[Task statement] The records that follow are to be transcribed in full, leaving out each picture.

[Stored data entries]
__________
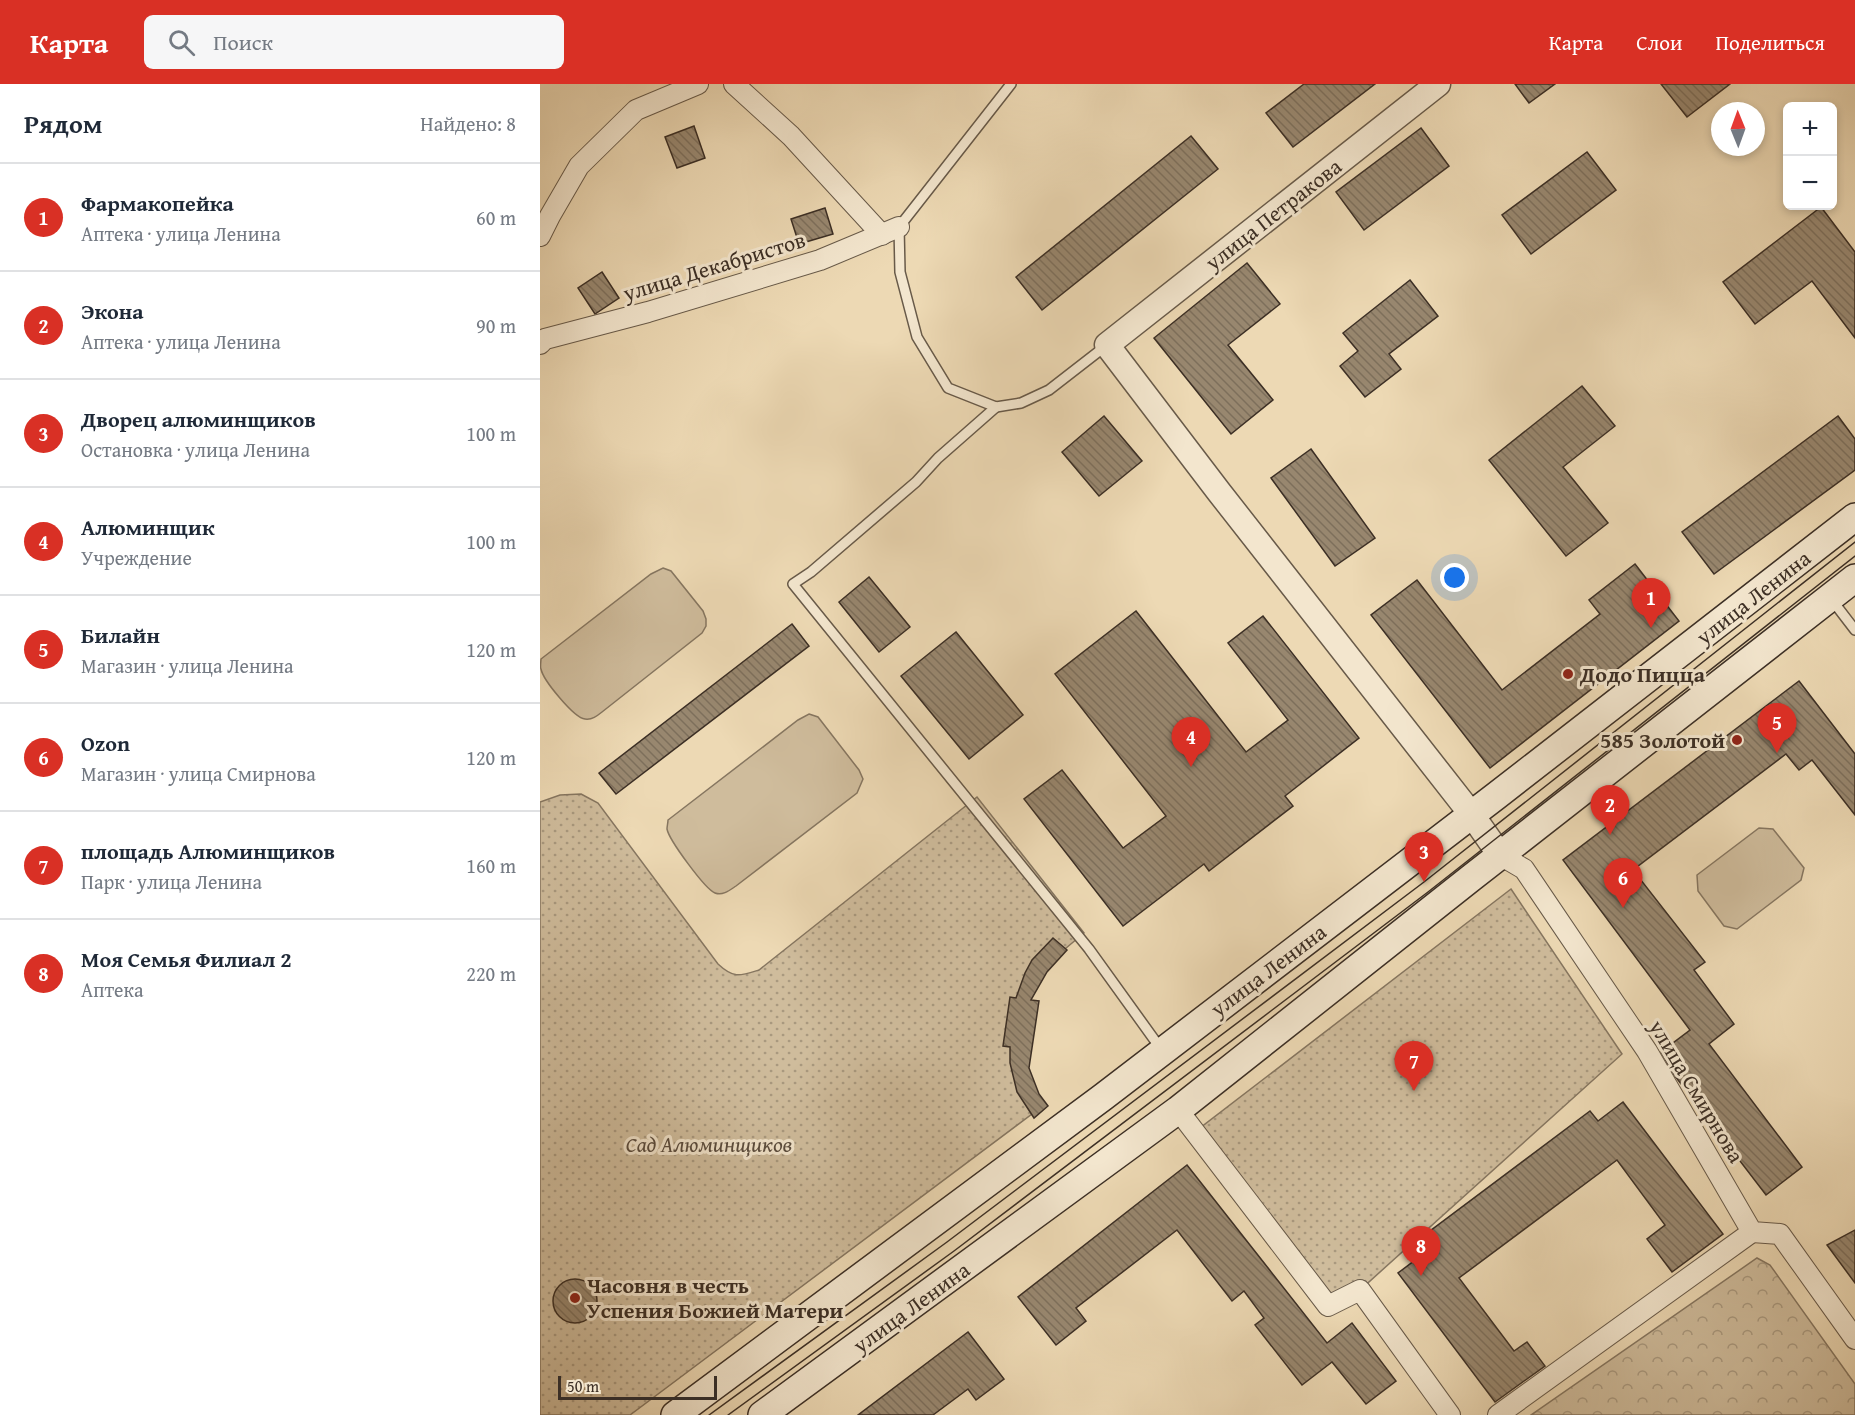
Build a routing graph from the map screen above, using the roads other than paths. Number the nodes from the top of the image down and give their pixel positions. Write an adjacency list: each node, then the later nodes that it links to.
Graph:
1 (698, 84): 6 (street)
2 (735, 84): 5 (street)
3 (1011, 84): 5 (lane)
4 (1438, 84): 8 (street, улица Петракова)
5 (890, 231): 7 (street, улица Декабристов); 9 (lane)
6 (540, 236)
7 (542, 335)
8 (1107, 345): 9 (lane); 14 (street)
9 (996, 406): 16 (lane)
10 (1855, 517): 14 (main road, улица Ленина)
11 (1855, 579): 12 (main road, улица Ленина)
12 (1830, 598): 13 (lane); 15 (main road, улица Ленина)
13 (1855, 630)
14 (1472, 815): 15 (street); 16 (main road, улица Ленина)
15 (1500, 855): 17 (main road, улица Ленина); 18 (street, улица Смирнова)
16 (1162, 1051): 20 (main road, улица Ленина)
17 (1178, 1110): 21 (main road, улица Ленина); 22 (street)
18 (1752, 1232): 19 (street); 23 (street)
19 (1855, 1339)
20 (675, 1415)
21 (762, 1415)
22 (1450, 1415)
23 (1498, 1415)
__________
[Answer below]
Build a routing graph from the map screen above, using the roads other than paths. Number the nodes from the top of the image down and give their pixel positions. Write an adjacency list: each node, then the later nodes that it links to.
Graph:
1 (698, 84): 6 (street)
2 (735, 84): 5 (street)
3 (1011, 84): 5 (lane)
4 (1438, 84): 8 (street, улица Петракова)
5 (890, 231): 7 (street, улица Декабристов); 9 (lane)
6 (540, 236)
7 (542, 335)
8 (1107, 345): 9 (lane); 14 (street)
9 (996, 406): 16 (lane)
10 (1855, 517): 14 (main road, улица Ленина)
11 (1855, 579): 12 (main road, улица Ленина)
12 (1830, 598): 13 (lane); 15 (main road, улица Ленина)
13 (1855, 630)
14 (1472, 815): 15 (street); 16 (main road, улица Ленина)
15 (1500, 855): 17 (main road, улица Ленина); 18 (street, улица Смирнова)
16 (1162, 1051): 20 (main road, улица Ленина)
17 (1178, 1110): 21 (main road, улица Ленина); 22 (street)
18 (1752, 1232): 19 (street); 23 (street)
19 (1855, 1339)
20 (675, 1415)
21 (762, 1415)
22 (1450, 1415)
23 (1498, 1415)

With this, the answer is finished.